"Jeśli to będzie kontynuowane (naruszanie przestrzeni powietrznej Białorusi przez Ukrainę - przyp. BELTA), jestem absolutnie pewien, że zarówno polityczne, jak i wojskowe kierownictwo Białorusi będzie działać znacznie ostrzej. Nie oznacza to, że Białoruś zaangażuje się w specjalną operację, ale reakcja Mińska, Prezydenta, rządu i Ministerstwa Obrony będzie znacznie, znacznie ostrzejsza" - podkreślił ekspert wojskowy.
"Ukraina robi wszystko, aby zostać dobrze pobita, rozdrobniona, zniszczona, a następnie będzie wołać NATO zarówno na terytorium Białorusi, jak i Rosji. Taki jest sens tej prowokacji" - jest przekonany Wiktor Baraniec.

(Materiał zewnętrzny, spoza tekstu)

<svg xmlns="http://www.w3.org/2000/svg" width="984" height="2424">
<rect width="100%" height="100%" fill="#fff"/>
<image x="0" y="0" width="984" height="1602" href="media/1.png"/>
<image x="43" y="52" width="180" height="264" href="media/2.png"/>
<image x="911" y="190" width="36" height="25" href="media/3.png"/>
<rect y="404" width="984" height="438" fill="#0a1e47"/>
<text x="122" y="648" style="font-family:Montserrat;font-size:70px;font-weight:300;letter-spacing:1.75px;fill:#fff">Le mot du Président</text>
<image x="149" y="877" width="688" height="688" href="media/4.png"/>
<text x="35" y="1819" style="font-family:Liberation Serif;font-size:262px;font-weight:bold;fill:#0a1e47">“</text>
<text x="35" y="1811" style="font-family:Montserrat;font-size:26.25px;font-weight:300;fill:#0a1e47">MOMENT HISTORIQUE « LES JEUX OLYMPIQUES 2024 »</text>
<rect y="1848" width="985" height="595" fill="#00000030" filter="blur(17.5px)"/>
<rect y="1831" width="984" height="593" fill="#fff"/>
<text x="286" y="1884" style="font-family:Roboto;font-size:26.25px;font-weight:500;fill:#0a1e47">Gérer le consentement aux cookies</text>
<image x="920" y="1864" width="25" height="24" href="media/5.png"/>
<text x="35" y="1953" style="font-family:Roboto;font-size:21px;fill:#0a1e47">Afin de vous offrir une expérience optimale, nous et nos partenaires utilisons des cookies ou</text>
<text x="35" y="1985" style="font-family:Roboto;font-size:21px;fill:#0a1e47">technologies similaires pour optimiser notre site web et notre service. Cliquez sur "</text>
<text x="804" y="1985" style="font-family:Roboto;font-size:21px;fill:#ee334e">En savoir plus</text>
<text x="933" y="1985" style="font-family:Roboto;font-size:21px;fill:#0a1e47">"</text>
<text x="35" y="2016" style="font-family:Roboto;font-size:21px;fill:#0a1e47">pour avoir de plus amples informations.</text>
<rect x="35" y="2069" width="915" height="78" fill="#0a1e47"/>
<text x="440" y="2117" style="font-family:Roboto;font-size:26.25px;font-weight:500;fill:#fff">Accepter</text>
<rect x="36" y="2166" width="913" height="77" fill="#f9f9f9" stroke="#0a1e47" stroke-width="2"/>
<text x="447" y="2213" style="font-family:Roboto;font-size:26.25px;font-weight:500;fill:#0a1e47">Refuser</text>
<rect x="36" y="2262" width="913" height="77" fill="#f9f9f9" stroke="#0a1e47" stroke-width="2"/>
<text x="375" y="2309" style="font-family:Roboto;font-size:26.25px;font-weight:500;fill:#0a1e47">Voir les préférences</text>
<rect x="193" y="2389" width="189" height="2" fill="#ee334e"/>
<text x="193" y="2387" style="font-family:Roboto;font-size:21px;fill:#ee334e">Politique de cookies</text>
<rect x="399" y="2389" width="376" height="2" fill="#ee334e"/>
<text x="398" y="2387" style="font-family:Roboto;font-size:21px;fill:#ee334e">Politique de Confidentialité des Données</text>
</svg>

Jak informowano, 9 sierpnia dyżurne siły obrony powietrznej wykryły niezidentyfikowane obiekty powietrzne przemieszczające się z terytorium Ukrainy w kierunku Republiki Białoruś. W celu szybkiego zlikwidowania możliwego naruszenia granicy państwowej w przestrzeni powietrznej Republiki Białoruś, wyznaczone siły i środki zostały w odpowiednim czasie postawione w stan gotowości nr 1. Po przekroczeniu granicy państwowej cele powietrzne zostały sklasyfikowane jako bezzałogowe statki powietrzne i został wydany rozkaz ich zniszczenia.